═══ Data listing ═══

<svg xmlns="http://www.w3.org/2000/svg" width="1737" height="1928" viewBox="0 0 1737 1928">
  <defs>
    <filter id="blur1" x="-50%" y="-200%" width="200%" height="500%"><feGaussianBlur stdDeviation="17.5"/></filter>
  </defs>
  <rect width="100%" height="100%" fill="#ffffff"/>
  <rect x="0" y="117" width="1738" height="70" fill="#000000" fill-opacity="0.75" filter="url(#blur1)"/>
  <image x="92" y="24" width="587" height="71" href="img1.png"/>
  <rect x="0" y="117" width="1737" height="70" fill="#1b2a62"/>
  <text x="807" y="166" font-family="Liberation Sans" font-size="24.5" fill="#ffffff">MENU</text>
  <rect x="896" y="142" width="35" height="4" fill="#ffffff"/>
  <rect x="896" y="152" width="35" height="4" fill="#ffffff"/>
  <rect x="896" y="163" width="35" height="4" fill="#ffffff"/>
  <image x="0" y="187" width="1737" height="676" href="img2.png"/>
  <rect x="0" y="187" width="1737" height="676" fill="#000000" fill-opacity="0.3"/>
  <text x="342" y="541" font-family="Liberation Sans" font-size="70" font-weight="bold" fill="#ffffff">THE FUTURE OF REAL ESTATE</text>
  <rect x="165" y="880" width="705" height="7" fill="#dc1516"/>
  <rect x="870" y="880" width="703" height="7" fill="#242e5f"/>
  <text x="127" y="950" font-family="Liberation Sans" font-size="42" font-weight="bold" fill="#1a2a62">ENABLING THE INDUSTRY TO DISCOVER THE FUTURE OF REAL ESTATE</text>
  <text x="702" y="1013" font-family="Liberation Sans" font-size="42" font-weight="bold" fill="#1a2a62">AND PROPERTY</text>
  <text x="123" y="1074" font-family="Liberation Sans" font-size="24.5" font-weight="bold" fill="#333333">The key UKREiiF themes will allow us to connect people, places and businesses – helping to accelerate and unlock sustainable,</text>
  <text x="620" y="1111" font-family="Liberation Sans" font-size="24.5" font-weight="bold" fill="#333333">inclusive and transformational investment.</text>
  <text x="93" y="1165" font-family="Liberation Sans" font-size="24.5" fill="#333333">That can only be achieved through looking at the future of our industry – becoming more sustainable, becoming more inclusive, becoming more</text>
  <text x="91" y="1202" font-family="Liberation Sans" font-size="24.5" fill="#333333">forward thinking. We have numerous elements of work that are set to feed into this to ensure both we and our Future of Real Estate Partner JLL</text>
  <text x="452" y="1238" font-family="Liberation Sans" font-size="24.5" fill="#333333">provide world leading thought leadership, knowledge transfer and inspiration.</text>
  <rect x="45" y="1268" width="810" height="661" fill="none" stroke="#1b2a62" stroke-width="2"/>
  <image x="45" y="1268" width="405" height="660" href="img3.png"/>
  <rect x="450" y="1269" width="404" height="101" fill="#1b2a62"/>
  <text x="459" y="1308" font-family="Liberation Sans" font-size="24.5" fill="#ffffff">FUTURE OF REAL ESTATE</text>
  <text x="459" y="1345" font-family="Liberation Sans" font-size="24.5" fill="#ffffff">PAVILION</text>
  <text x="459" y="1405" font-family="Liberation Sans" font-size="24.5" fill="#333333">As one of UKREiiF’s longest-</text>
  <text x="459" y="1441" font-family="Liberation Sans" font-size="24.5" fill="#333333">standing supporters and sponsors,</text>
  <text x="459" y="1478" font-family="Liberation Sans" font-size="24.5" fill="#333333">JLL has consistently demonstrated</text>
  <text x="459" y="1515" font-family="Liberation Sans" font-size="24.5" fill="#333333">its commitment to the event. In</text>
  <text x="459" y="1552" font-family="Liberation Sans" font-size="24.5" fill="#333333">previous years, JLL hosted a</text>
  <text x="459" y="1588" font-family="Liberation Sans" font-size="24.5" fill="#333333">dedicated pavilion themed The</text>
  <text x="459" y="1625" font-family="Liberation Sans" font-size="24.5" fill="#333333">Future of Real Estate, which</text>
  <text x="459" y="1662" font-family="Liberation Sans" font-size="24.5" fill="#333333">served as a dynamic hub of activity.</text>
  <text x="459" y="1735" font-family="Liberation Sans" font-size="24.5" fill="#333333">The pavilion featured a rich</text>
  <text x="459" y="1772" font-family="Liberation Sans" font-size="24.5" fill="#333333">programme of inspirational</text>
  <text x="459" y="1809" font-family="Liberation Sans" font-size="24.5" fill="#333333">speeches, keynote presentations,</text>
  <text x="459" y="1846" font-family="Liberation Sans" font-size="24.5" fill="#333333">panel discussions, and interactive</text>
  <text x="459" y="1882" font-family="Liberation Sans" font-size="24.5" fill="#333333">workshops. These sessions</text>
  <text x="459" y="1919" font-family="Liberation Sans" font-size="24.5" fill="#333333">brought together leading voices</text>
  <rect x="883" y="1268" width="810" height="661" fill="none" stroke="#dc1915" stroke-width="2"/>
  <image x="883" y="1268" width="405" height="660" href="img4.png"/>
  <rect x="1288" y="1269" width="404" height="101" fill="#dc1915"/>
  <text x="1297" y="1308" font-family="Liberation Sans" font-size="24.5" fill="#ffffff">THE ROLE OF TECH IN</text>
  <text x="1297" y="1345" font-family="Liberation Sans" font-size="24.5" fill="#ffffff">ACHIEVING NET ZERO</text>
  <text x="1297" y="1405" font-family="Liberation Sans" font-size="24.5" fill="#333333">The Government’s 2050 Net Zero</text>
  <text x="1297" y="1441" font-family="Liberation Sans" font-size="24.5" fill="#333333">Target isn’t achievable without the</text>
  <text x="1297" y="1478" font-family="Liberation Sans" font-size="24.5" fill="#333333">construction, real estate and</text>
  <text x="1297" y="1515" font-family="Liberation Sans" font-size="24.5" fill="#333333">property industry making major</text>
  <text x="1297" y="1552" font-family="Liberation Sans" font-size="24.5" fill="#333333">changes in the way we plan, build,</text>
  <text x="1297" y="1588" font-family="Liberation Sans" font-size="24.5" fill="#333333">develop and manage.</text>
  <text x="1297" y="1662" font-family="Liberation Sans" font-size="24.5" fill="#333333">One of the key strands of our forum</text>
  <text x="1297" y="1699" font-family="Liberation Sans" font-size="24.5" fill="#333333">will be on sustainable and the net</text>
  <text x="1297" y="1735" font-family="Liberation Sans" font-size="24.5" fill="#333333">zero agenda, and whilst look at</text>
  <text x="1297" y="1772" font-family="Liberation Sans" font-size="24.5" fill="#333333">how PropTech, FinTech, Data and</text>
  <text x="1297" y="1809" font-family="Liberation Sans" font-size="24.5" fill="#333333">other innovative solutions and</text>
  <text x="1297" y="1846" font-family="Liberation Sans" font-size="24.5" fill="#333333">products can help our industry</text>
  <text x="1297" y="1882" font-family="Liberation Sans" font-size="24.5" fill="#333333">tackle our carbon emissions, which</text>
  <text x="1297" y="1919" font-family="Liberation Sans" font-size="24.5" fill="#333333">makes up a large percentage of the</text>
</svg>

═══

Goal of the exercise
Reproduce every line of the listing above in which the string "ffffff" appears.

Finished exercise
  <rect width="100%" height="100%" fill="#ffffff"/>
  <text x="807" y="166" font-family="Liberation Sans" font-size="24.5" fill="#ffffff">MENU</text>
  <rect x="896" y="142" width="35" height="4" fill="#ffffff"/>
  <rect x="896" y="152" width="35" height="4" fill="#ffffff"/>
  <rect x="896" y="163" width="35" height="4" fill="#ffffff"/>
  <text x="342" y="541" font-family="Liberation Sans" font-size="70" font-weight="bold" fill="#ffffff">THE FUTURE OF REAL ESTATE</text>
  <text x="459" y="1308" font-family="Liberation Sans" font-size="24.5" fill="#ffffff">FUTURE OF REAL ESTATE</text>
  <text x="459" y="1345" font-family="Liberation Sans" font-size="24.5" fill="#ffffff">PAVILION</text>
  <text x="1297" y="1308" font-family="Liberation Sans" font-size="24.5" fill="#ffffff">THE ROLE OF TECH IN</text>
  <text x="1297" y="1345" font-family="Liberation Sans" font-size="24.5" fill="#ffffff">ACHIEVING NET ZERO</text>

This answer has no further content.